Когда я прибыл в Рехеннеко, то с комфортом расположился под навесом хижины вождя и немедленно послал гамак для Диллона.
Рехеннеко оказалось большим и многолюдным селением, и скоро я был окружен удивленной толпой. Люди все были хорошо одеты — по моде, принятой среди занзибарских рабов. Они носят также очень специфические ожерелья, состоящие из горизонтального круга уложенной витками латунной проволоки, край которого отстоит от шеи иной раз на целый фут; это не могло не напомнить мне изображения головы Иоанна Крестителя на блюде.
Эти любопытные и неудобные украшения я видел только в Рехеннеко, но слышал, что их носят по всему округу.
Деревня располагалась у входа в скалистое ущелье, ведущее в горы Усегара, и я сразу же понял, что эта деревня — неподходящее место для постоянного лагеря из-за того, что она находилась в низине. Поэтому я выбрал для размещения вершину маленького холма; меня отнесли туда, и я велел- поставить на холме свою палатку.
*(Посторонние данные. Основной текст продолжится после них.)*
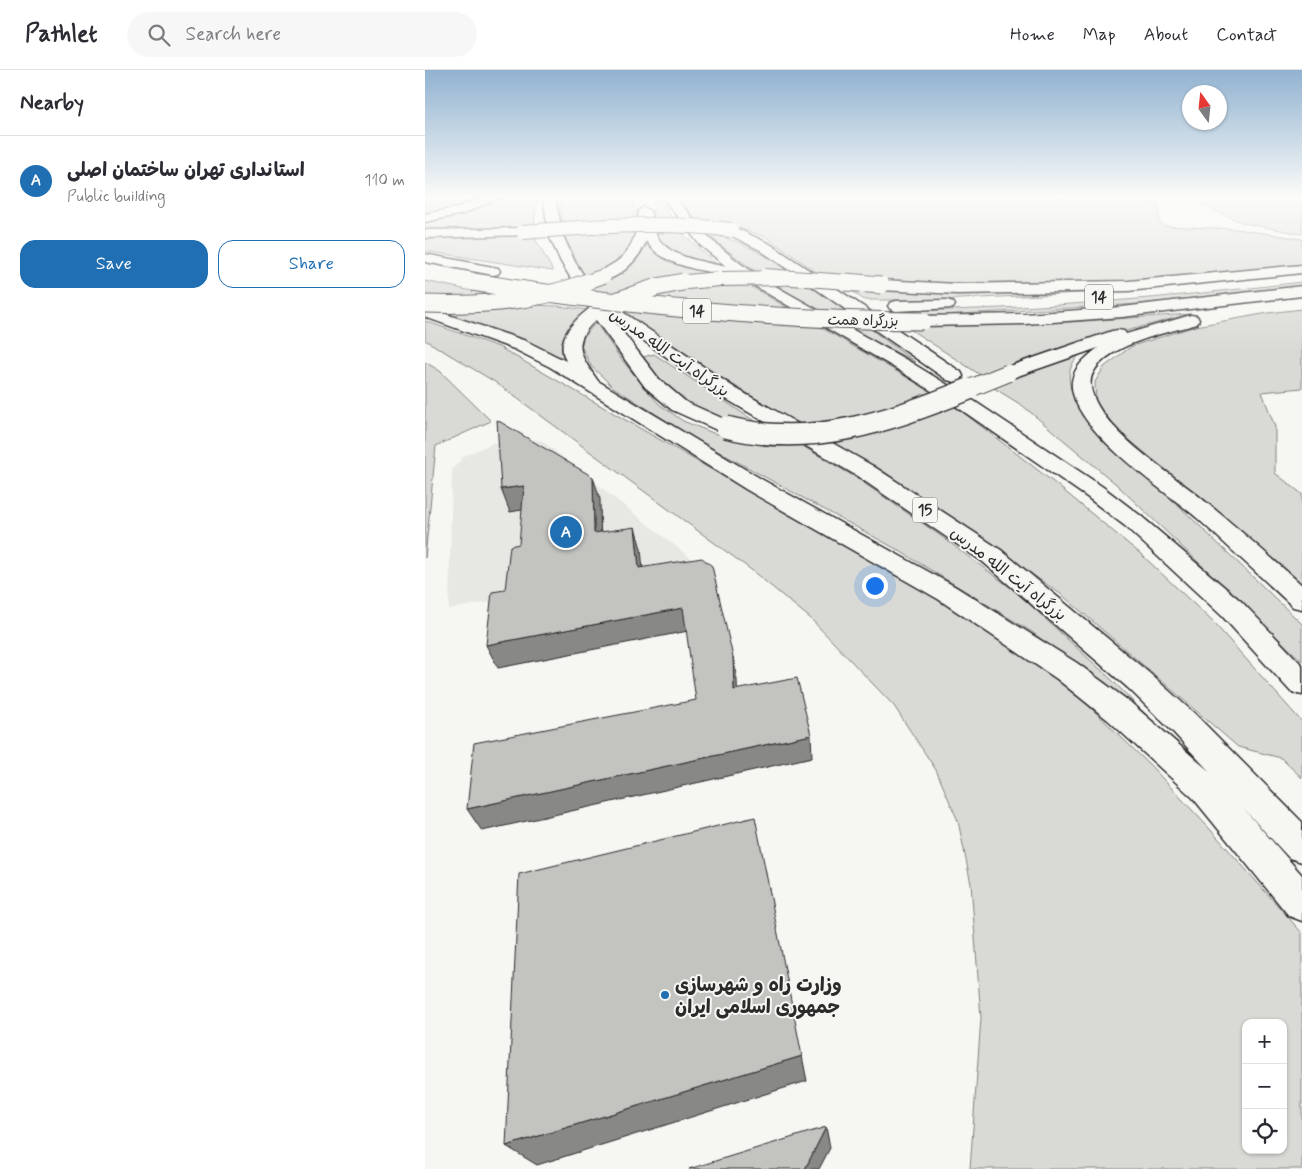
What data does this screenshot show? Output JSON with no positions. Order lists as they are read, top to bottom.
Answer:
{
  "streets": {
    "highway": [
      "14",
      "بزرگراه همت",
      "بزرگراه آیت الله مدرس",
      "15"
    ]
  },
  "places": ["وزارت راه و شهرسازی جمهوری اسلامی ایران"],
  "north": "top",
  "page": {
    "header": "Pathlet",
    "search": "Search here",
    "nav": [
      "Home",
      "Map",
      "About",
      "Contact"
    ],
    "heading": "Nearby",
    "list": [
      {
        "mark": "A",
        "name": "استانداری تهران ساختمان اصلی",
        "note": "Public building",
        "value": "110 m"
      }
    ],
    "buttons": ["Save", "Share"],
    "pins": "A",
    "map_buttons": ["+", "−"]
  }
}
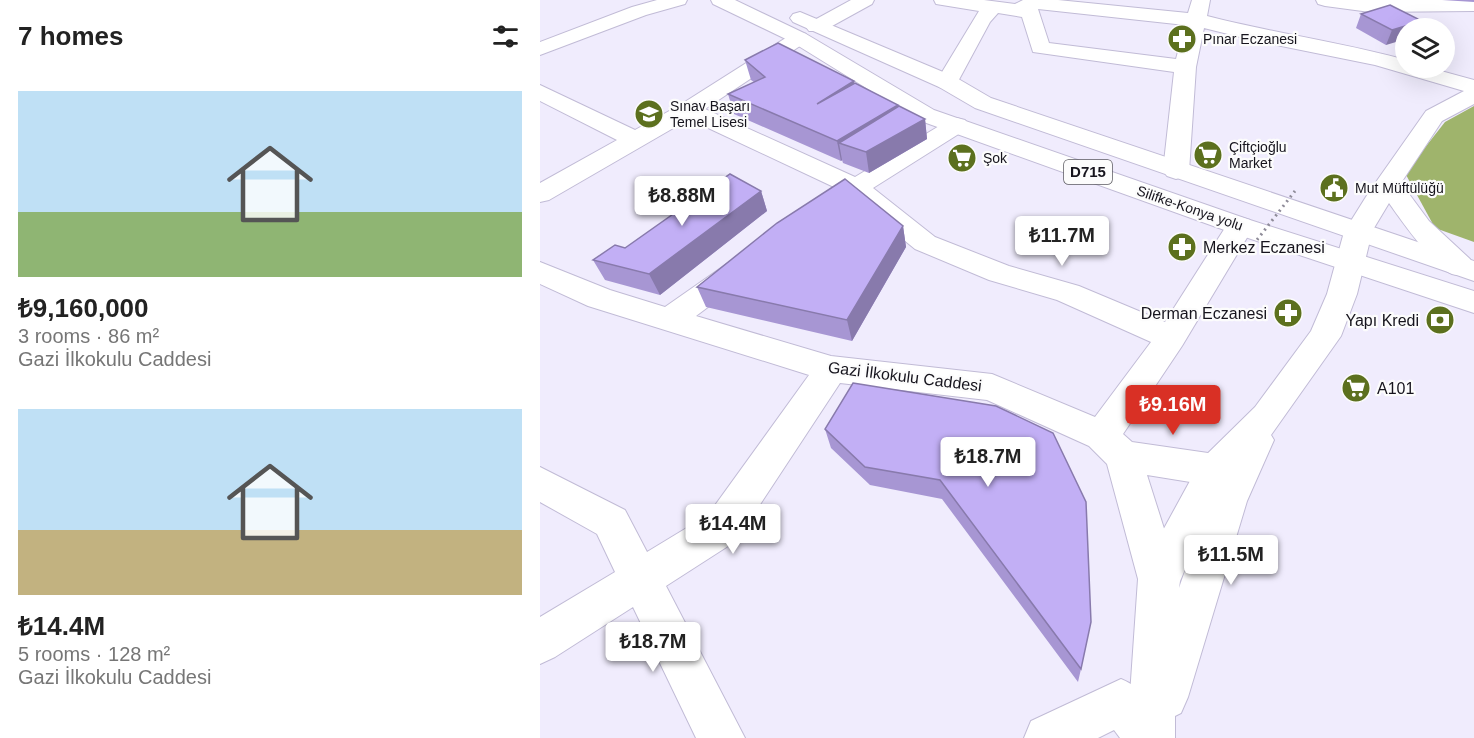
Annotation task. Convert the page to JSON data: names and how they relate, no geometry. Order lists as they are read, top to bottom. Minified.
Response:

Только полдюжины людей построили себе хижины из-за отчаянного страха перед дикими зверями. Они, кстати, были до того трусливы, что, когда мне после захода солнца понадобилась вода для питья, я никого не смог уговорить зачерпнуть ее из ручья, протекавшего у подножия холма в каких-нибудь четырех сотнях ярдов от лагеря.
Диллон прибыл на следующий день очень больной, и мне пришлось устраивать лагерь для длительной стоянки на случай, ежели таковая бы потребовалась.
Хижины наших людей образовали большой внешний круг, а в середине был огорожен участок для наших палаток, караульни и склада. Пространство между жилищами людей и нашим собственным «кварталом» использовалось для привязывания ослов по ночам. В течение дня им давали бродить вокруг и ластись под надзором двух выделенных для этой работы человек. В дополнение к лихорадке у Диллона случился приступ дизентерии; прибыв 2 мая, он был прикован к постели до 20-го.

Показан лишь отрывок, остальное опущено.